__The task__.
Nothing but a number belongs in the answer: how many lines of the records below contain the string "controls".

[Stored data entries]

# # # # # # #

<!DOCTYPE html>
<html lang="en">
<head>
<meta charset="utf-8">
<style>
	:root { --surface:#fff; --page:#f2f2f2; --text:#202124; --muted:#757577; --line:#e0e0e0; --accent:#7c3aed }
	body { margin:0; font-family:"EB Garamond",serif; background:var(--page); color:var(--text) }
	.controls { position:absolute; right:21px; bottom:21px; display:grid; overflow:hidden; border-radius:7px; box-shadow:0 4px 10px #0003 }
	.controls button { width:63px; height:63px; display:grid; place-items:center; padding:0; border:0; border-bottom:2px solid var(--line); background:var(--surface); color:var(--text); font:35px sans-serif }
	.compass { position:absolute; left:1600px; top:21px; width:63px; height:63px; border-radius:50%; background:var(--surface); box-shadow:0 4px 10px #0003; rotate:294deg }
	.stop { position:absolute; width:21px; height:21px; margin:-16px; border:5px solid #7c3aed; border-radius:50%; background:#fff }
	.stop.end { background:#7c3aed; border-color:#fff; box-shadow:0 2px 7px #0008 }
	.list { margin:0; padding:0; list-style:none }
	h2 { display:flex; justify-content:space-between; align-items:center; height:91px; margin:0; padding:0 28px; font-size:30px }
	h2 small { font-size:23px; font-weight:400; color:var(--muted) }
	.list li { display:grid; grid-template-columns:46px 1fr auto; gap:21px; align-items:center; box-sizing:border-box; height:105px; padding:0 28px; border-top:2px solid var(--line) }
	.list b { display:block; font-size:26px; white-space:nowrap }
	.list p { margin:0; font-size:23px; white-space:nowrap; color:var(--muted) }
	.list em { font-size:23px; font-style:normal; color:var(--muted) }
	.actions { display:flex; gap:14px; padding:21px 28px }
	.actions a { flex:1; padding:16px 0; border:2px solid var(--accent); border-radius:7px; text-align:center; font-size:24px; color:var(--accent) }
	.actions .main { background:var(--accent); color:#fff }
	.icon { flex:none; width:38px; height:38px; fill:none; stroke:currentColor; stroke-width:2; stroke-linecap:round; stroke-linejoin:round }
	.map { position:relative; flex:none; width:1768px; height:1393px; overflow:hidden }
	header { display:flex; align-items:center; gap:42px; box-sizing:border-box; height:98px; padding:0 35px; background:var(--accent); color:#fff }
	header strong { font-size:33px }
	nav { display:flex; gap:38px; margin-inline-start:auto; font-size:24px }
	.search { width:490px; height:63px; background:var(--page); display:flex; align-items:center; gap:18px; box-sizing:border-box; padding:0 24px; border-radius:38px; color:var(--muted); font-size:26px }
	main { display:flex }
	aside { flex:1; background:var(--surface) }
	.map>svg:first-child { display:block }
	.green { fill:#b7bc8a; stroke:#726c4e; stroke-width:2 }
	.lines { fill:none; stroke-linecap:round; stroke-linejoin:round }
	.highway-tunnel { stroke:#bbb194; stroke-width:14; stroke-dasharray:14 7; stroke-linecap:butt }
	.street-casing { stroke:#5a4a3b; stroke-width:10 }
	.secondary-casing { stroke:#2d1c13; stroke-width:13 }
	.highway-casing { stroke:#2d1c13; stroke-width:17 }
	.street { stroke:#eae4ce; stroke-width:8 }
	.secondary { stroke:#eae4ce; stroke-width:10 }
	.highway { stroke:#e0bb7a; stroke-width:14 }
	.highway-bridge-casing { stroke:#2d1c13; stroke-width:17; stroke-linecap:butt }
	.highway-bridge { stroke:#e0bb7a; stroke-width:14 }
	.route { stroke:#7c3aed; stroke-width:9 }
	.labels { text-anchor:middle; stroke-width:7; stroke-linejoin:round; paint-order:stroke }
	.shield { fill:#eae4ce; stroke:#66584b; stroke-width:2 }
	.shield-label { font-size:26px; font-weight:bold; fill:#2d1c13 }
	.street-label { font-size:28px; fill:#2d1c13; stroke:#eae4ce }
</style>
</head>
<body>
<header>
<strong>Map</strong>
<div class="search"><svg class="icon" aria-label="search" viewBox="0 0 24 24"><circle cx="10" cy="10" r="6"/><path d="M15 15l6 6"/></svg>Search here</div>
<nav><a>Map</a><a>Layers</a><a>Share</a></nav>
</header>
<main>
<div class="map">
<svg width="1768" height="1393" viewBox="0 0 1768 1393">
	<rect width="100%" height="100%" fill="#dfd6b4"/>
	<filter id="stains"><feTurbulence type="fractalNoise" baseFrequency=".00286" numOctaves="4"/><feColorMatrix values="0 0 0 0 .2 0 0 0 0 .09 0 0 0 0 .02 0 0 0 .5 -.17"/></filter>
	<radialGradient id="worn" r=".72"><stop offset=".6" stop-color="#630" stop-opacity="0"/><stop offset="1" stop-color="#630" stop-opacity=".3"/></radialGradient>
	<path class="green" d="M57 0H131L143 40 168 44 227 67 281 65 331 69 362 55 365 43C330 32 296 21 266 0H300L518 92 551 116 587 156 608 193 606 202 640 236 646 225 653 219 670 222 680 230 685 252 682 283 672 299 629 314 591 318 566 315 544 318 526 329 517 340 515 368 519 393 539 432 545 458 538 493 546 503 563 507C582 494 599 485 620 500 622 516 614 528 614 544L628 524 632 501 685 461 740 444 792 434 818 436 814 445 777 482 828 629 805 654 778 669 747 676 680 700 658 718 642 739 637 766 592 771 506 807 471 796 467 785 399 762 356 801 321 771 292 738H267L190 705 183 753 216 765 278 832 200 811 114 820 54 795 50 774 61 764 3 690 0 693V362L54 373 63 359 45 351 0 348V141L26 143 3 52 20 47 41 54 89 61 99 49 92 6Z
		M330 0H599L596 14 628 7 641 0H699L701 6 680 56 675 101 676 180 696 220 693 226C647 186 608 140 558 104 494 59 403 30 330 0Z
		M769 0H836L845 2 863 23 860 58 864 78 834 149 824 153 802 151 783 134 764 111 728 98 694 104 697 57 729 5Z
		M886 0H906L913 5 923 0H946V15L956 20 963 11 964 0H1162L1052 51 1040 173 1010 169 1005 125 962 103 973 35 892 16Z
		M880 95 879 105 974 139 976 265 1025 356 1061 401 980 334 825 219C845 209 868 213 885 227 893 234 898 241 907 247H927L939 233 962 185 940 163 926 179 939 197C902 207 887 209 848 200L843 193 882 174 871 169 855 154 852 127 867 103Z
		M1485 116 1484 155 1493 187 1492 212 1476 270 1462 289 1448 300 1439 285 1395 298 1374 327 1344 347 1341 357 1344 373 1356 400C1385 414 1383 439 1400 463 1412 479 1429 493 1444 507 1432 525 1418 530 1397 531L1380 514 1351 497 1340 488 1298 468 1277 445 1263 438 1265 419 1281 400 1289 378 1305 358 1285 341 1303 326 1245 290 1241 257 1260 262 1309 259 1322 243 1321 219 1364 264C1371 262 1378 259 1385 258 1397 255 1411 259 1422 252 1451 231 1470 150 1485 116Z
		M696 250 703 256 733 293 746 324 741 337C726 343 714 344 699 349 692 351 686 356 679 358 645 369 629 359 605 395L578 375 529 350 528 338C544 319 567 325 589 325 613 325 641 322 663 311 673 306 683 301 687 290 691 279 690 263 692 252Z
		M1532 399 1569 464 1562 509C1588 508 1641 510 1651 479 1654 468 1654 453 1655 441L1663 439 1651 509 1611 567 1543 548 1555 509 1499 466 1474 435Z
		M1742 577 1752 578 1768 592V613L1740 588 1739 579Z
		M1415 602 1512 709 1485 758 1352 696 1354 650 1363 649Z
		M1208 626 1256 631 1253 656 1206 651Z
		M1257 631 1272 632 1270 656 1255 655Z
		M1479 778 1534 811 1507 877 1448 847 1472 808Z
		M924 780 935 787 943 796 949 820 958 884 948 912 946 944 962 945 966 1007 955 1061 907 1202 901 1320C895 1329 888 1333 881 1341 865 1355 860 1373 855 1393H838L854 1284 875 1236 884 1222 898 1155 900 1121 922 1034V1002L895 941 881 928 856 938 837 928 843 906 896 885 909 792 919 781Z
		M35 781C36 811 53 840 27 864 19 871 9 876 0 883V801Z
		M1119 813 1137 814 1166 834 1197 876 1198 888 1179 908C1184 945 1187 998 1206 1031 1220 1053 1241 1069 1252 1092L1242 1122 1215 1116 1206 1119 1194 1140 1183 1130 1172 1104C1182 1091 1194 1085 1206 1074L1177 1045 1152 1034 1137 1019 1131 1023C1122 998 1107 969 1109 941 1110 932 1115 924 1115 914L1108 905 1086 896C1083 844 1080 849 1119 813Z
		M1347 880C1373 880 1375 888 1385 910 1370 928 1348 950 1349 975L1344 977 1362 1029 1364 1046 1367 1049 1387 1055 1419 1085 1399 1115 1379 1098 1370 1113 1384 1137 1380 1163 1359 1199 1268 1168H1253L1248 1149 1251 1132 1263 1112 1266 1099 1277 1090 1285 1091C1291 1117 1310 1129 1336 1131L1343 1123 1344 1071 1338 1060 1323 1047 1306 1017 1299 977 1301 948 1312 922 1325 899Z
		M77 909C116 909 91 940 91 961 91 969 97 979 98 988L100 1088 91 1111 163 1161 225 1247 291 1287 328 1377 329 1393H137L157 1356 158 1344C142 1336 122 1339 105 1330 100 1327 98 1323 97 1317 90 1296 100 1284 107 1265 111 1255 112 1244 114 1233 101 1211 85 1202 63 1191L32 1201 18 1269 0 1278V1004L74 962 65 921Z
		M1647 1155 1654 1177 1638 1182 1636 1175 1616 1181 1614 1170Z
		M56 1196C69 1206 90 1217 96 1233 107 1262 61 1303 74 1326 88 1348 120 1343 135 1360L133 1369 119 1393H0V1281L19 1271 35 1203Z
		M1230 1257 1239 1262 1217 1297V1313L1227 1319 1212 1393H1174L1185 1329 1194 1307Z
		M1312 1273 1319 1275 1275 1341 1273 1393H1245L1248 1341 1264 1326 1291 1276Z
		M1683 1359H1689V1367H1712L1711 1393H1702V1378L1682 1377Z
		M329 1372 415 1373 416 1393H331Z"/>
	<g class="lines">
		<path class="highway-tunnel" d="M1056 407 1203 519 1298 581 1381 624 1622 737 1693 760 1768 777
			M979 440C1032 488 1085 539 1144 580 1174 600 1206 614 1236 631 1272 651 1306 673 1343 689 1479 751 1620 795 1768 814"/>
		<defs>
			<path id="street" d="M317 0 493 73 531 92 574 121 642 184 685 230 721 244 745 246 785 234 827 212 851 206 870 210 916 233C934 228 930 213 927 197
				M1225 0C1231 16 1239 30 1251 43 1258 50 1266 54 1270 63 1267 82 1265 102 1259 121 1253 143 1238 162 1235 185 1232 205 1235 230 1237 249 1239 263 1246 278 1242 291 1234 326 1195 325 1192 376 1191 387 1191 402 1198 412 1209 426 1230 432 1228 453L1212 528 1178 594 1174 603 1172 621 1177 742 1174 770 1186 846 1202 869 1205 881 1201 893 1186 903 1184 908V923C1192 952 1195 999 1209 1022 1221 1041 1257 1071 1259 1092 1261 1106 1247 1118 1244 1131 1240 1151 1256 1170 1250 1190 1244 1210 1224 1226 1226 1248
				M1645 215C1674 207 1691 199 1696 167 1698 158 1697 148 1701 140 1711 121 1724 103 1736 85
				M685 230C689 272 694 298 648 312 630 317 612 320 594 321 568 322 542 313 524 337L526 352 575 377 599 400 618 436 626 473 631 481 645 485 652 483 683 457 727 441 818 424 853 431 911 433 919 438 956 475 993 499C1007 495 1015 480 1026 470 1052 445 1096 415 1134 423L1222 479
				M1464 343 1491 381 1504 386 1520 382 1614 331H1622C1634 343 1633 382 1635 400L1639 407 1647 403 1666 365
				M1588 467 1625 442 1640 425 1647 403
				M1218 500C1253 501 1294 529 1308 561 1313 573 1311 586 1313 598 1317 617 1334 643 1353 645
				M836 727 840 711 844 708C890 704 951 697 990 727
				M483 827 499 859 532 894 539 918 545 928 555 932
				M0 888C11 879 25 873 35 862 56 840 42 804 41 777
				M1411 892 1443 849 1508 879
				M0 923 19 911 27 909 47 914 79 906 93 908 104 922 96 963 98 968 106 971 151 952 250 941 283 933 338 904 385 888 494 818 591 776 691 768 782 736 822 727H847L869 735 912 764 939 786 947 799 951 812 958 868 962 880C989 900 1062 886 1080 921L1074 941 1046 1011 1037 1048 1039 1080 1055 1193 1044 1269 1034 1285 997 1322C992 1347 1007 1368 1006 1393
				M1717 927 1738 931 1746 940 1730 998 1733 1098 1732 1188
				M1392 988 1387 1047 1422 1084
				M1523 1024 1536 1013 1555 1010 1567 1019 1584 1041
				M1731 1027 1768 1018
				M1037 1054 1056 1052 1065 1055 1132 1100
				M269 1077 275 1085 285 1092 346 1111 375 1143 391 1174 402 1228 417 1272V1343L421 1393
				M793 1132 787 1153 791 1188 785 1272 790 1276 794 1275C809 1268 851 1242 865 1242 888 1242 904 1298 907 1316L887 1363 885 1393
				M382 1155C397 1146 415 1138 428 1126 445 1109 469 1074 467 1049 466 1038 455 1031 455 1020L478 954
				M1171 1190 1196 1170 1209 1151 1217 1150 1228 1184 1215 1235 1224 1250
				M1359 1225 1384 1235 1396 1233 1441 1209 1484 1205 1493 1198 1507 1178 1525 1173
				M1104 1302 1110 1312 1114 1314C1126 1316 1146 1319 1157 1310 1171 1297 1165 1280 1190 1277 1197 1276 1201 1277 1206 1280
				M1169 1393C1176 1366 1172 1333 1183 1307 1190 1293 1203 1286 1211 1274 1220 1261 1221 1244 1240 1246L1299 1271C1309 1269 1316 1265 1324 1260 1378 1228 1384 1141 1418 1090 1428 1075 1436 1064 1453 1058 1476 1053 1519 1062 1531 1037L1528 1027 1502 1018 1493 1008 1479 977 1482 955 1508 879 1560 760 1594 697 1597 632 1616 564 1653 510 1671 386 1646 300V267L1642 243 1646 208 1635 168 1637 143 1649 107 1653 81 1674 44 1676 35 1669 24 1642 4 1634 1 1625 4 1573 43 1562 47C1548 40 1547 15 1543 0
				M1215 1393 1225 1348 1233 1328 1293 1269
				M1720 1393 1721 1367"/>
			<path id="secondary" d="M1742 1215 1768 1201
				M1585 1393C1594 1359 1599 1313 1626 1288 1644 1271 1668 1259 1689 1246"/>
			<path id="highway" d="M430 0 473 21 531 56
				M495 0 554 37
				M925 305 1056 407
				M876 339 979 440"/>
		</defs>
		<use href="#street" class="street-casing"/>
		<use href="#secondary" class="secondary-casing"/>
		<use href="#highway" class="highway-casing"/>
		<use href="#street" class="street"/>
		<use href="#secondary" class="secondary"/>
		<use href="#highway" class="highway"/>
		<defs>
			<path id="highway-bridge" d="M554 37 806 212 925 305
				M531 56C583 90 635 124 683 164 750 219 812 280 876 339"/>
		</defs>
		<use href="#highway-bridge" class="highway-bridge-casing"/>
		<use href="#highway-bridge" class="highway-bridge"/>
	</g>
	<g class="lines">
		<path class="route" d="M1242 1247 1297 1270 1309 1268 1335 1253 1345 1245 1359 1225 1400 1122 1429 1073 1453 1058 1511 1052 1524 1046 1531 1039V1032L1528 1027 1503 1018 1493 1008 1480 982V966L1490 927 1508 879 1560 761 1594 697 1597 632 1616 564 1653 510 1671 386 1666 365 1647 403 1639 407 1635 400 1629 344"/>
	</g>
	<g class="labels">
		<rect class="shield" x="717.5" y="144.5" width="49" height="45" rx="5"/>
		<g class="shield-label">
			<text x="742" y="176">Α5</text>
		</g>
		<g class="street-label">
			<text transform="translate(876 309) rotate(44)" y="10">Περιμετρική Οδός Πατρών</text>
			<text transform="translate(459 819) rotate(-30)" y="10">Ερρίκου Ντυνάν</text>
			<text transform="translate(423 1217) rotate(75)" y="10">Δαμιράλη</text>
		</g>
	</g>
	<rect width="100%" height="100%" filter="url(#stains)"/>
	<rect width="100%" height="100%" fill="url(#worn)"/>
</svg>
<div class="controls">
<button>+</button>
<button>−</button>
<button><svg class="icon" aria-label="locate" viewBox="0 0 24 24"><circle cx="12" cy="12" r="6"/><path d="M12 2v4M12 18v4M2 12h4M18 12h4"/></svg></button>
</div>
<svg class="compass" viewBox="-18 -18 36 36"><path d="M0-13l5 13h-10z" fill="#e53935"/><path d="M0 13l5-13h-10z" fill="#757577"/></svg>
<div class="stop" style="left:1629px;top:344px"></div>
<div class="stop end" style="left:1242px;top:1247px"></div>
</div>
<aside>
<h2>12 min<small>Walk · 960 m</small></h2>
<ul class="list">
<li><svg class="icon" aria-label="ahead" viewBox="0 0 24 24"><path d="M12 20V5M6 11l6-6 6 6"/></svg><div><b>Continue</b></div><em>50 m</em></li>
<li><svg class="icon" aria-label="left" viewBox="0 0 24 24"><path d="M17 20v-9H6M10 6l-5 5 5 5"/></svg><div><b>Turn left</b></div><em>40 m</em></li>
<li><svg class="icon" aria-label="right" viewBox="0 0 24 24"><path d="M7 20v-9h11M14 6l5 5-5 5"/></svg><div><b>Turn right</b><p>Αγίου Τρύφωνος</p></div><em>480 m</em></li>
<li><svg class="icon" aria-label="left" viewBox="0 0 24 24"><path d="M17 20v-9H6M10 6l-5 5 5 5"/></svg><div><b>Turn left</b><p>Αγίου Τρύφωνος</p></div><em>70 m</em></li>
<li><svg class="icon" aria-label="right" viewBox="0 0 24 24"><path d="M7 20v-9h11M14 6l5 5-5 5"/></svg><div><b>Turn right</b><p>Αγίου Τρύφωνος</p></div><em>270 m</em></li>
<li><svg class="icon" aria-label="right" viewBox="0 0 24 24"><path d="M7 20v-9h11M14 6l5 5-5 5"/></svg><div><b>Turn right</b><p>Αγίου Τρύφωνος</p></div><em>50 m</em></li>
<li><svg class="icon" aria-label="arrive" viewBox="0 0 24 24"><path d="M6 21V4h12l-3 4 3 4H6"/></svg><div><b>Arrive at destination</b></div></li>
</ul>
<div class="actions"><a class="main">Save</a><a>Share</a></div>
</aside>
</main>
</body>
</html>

# # # # # # #

__Answer to this problem__.
3